Your answer seems to be that no, the American people is not now against the war on terror, but this is because they are demobilized by a dearth of ideas. And then, in the last paragraph, you suggest that it is cynical to even raise the question of whether the political will now exists to correct the errors of the war on terror, because doing so betrays a distrust of the people.
Do you not see the contradiction here? How can you dismiss what you admit are the current views of the American people out of one side of your mouth, and then, out of the other, attack your critics for failing to trust the views of the people?
It seems to me that you are better off simply introducing your important ideas into the debate, without suggesting that the public's failure to have already accepted your ideas is the result of a lack of democracy or of the "emptiness of American politics."
af asserts that there is a contradiction between on the one hand admitting that the American people probably continue to support the War on Terror while, on the other, criticising as cynicism any failure to entrust political life to the people. But af is subtly misrepresenting what I understand Against WoT to be arguing.

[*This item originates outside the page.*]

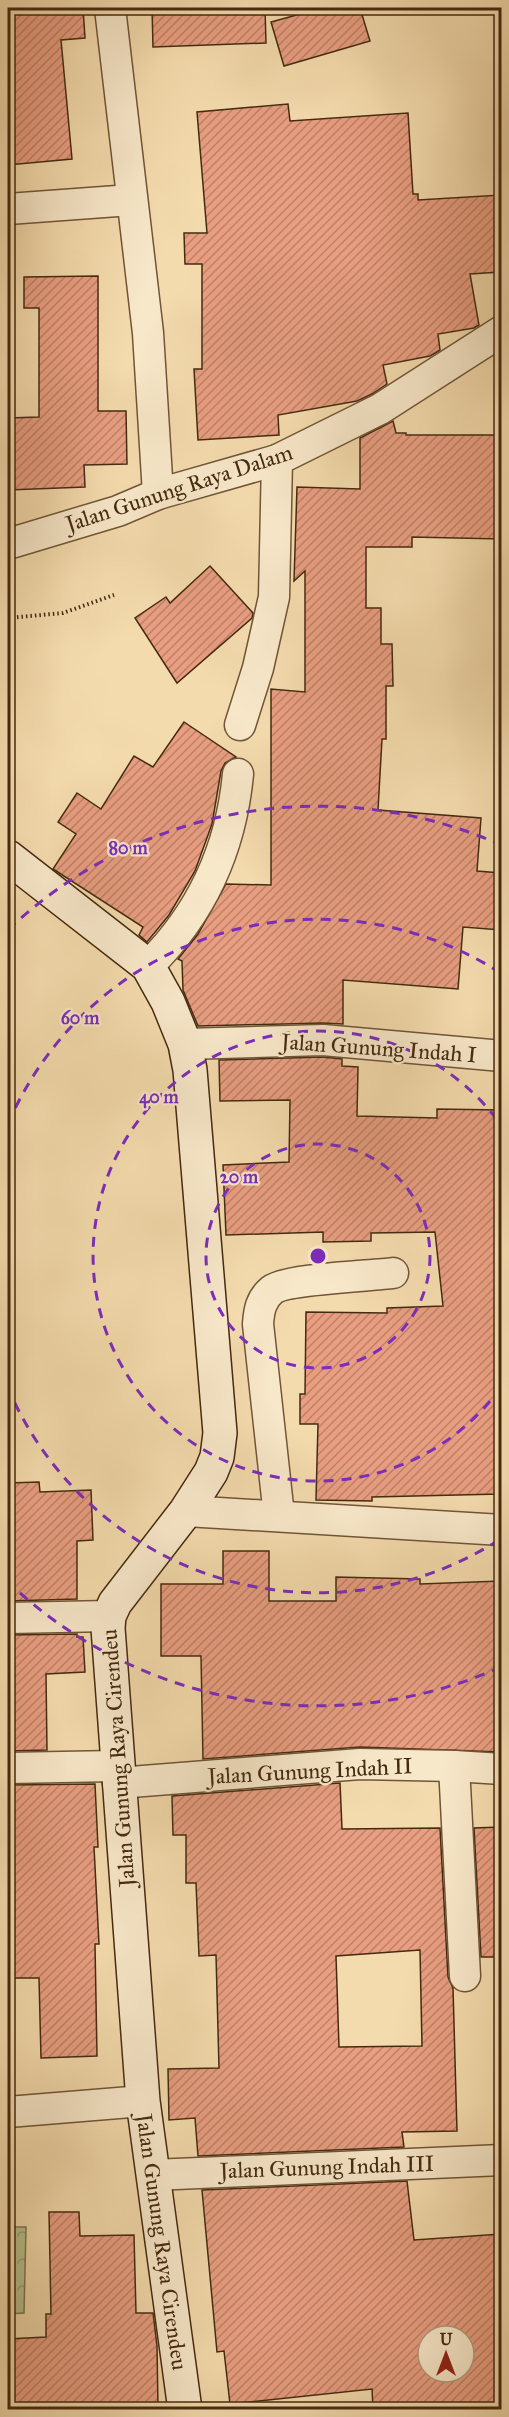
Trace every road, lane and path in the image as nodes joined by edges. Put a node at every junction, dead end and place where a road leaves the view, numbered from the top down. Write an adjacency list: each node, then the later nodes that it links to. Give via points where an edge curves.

The editors may correct me, but I have understood your position to be not that any particular view held by the majority is sacrosanct, but rather that liberty cannot be defended independently of truly popular political participation and engagement (eg, that relying on legal means cannot be enough and may even be counterproductive). Moreover, reversing depoliticisation requires at the very least that those who are motivated politically in the present stop finding ways of scaring an already atomised population (and better still start offering something a bit more inspiring).

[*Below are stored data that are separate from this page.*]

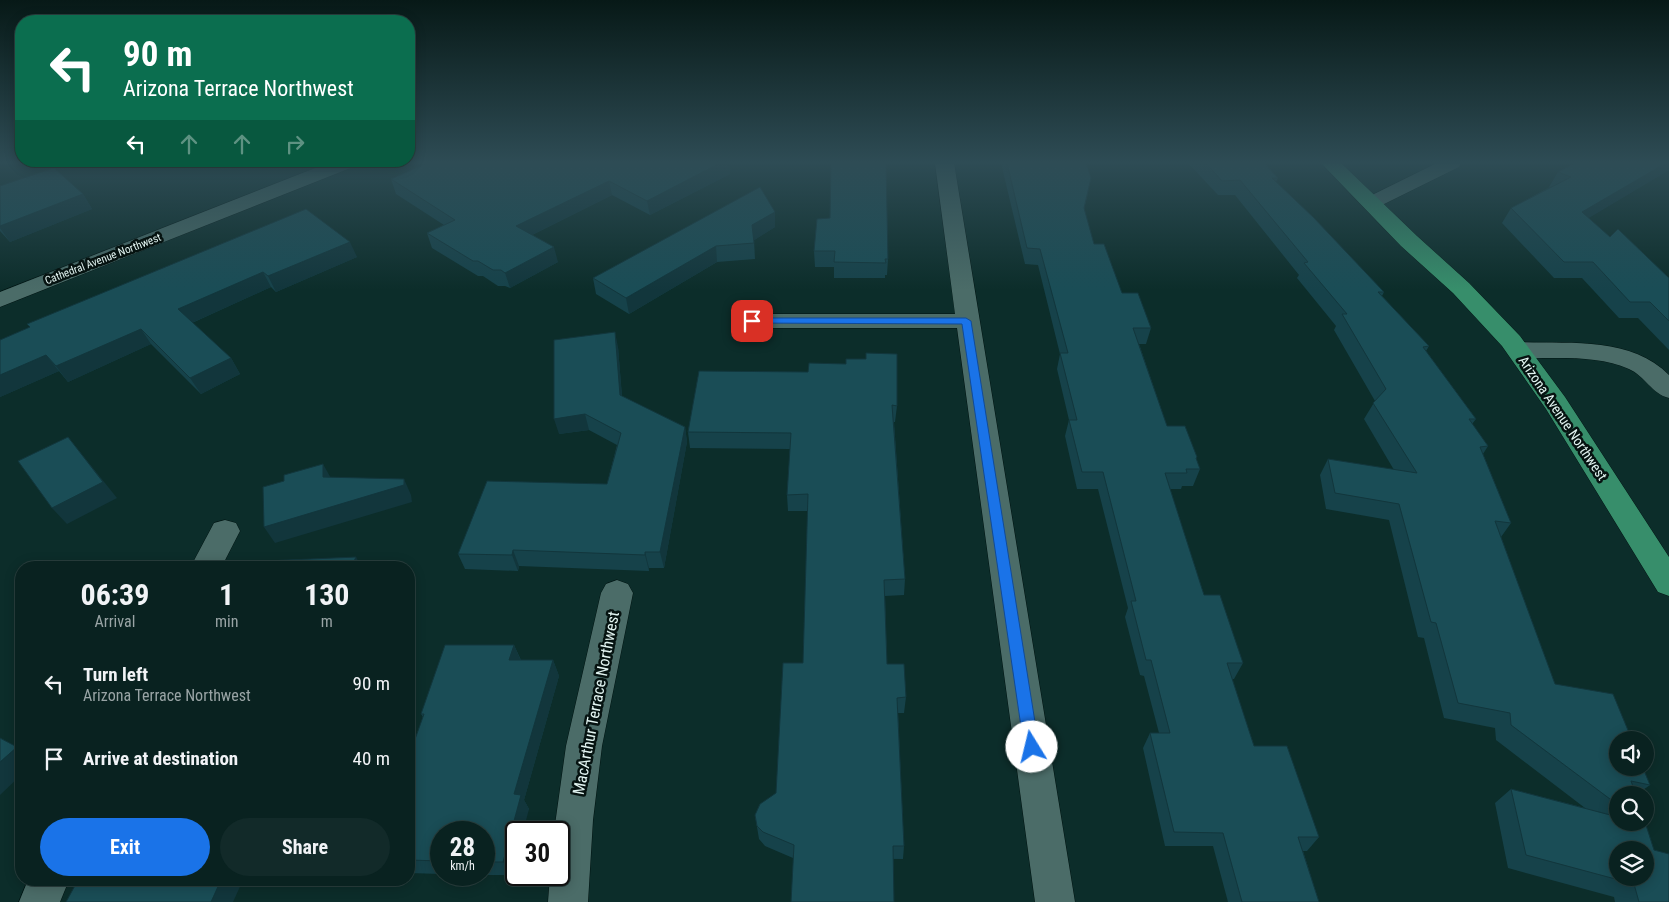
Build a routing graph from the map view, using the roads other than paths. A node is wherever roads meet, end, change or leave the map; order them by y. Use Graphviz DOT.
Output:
graph roads {
  1 [pos="240,205"];
  2 [pos="950,205"];
  3 [pos="1374,205"];
  4 [pos="0,300"];
  5 [pos="752,321"];
  6 [pos="966,321"];
  7 [pos="1518,350"];
  8 [pos="1669,390"];
  9 [pos="225,531"];
  10 [pos="209,561"];
  11 [pos="1669,583"];
  12 [pos="617,593"];
  13 [pos="46,886"];
  14 [pos="39,902"];
  15 [pos="568,902"];
  16 [pos="1055,902"];
  1 -- 4 [label="street, Cathedral Avenue Northwest"];
  2 -- 6 [label="street"];
  3 -- 7 [label="main road, Arizona Avenue Northwest"];
  5 -- 6 [label="street"];
  6 -- 16 [label="street"];
  7 -- 8 [label="street"];
  7 -- 11 [label="main road, Arizona Avenue Northwest"];
  9 -- 10 [label="street"];
  12 -- 15 [label="street, MacArthur Terrace Northwest"];
  13 -- 14 [label="street"];
}
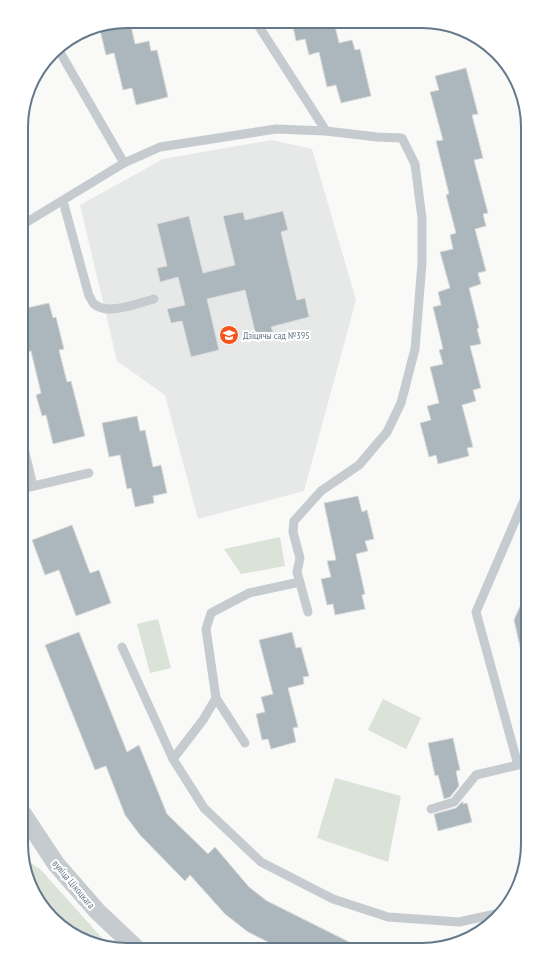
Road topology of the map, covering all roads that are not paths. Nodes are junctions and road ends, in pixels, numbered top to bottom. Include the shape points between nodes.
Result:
1 (260, 28) edge
2 (61, 53) edge
3 (326, 131) junction
4 (124, 163) junction
5 (63, 201) junction
6 (28, 221) edge
7 (154, 299) dead end
8 (28, 463) edge
9 (89, 473) dead end
10 (33, 486) junction
11 (28, 487) edge
12 (521, 507) edge
13 (300, 582) junction
14 (308, 612) dead end
15 (122, 647) dead end
16 (216, 698) junction
17 (245, 743) dead end
18 (173, 759) junction
19 (431, 809) dead end
20 (28, 822) edge
21 (491, 915) edge
22 (131, 943) edge

1 - 3 lane
2 - 4 lane
3 - 4 lane via 276,129 160,147
3 - 13 lane via 402,138 415,164 422,218 422,263 415,349 401,403 387,432 360,465 321,491 294,521 293,532 300,558 297,572
4 - 5 lane
5 - 6 lane
5 - 7 lane via 89,296 94,304 113,310
8 - 10 lane
9 - 10 lane
10 - 11 lane
12 - 19 lane via 476,612 518,765 476,775 454,802
13 - 14 lane
13 - 16 lane via 249,593 211,613 206,628
15 - 18 lane
16 - 17 lane
16 - 18 lane via 203,720
18 - 21 lane via 204,808 261,862 333,899 388,917 459,922
20 - 22 street, вуліца Цікоцкага via 56,864 97,911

There is no contradiction between believing that government should be dominated by the citizenry and, at the same time, disagreeing with the present view of that citizenry. On the contrary, as Against WOT consistently argues, the War on Terror arises on the ground of the political elite's intellectual bankruptcy and social isolation.
That af reads the position as a contradiction suggests that he or she finds it hard to imagine changing another citizen's mind. But it is doing precisely that that forms the real stuff of popular political engagement.